Your assignment
The whole listing below should be printed again exactly, with no images.

Exercise data
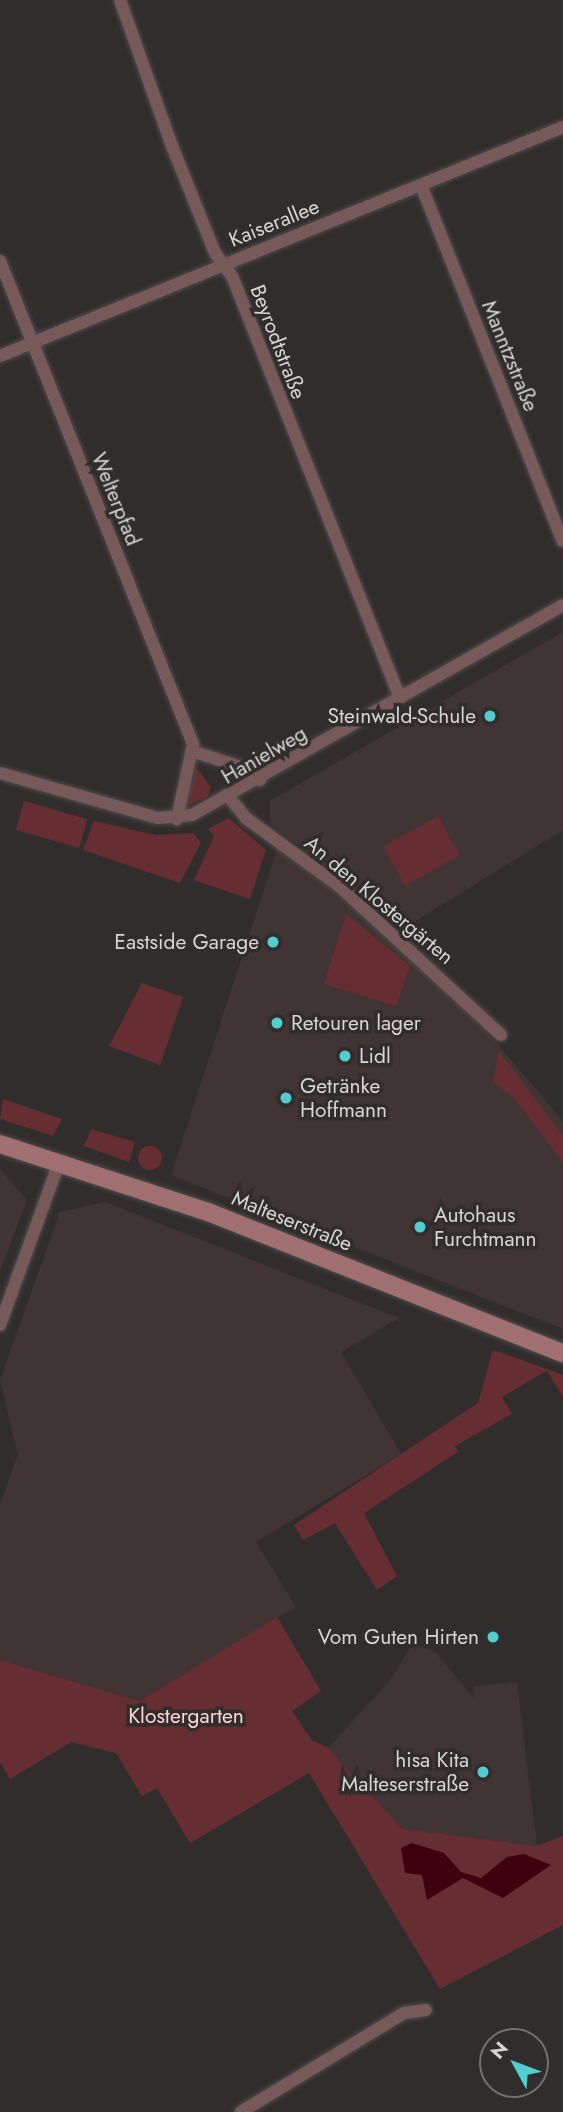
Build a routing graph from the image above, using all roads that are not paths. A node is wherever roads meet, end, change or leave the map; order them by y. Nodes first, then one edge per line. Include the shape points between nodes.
1 (120, 0) edge
2 (563, 127) edge
3 (421, 185) junction
4 (0, 261) edge
5 (224, 265) junction
6 (32, 343) junction
7 (0, 356) edge
8 (563, 541) edge
9 (563, 606) edge
10 (400, 698) junction
11 (195, 752) junction
12 (0, 773) edge
13 (260, 780) junction
14 (229, 797) junction
15 (177, 819) junction
16 (501, 1035) dead end
17 (0, 1144) edge
18 (59, 1163) junction
19 (0, 1325) edge
20 (563, 1353) edge
21 (426, 2010) dead end
22 (241, 2112) edge

1 - 5 street, Beyrodtstraße
2 - 3 street, Kaiserallee
3 - 5 street, Kaiserallee
3 - 8 street, Manntzstraße
4 - 6 street, Welterpfad
5 - 6 street, Kaiserallee
5 - 10 street, Beyrodtstraße
6 - 7 street, Kaiserallee
6 - 11 street, Welterpfad
9 - 10 street, Hanielweg
10 - 13 street, Hanielweg
11 - 13 street via 256,772
11 - 15 street
12 - 15 street
13 - 14 street, Hanielweg
14 - 15 street, Hanielweg
14 - 16 street, An den Klostergärten via 247,819 339,886
17 - 18 main road, Malteserstraße
18 - 19 street
18 - 20 main road, Malteserstraße via 233,1221
21 - 22 street via 404,2013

Your solution
Build a routing graph from the image above, using all roads that are not paths. A node is wherever roads meet, end, change or leave the map; order them by y. Nodes first, then one edge per line. Include the shape points between nodes.
1 (120, 0) edge
2 (563, 127) edge
3 (421, 185) junction
4 (0, 261) edge
5 (224, 265) junction
6 (32, 343) junction
7 (0, 356) edge
8 (563, 541) edge
9 (563, 606) edge
10 (400, 698) junction
11 (195, 752) junction
12 (0, 773) edge
13 (260, 780) junction
14 (229, 797) junction
15 (177, 819) junction
16 (501, 1035) dead end
17 (0, 1144) edge
18 (59, 1163) junction
19 (0, 1325) edge
20 (563, 1353) edge
21 (426, 2010) dead end
22 (241, 2112) edge

1 - 5 street, Beyrodtstraße
2 - 3 street, Kaiserallee
3 - 5 street, Kaiserallee
3 - 8 street, Manntzstraße
4 - 6 street, Welterpfad
5 - 6 street, Kaiserallee
5 - 10 street, Beyrodtstraße
6 - 7 street, Kaiserallee
6 - 11 street, Welterpfad
9 - 10 street, Hanielweg
10 - 13 street, Hanielweg
11 - 13 street via 256,772
11 - 15 street
12 - 15 street
13 - 14 street, Hanielweg
14 - 15 street, Hanielweg
14 - 16 street, An den Klostergärten via 247,819 339,886
17 - 18 main road, Malteserstraße
18 - 19 street
18 - 20 main road, Malteserstraße via 233,1221
21 - 22 street via 404,2013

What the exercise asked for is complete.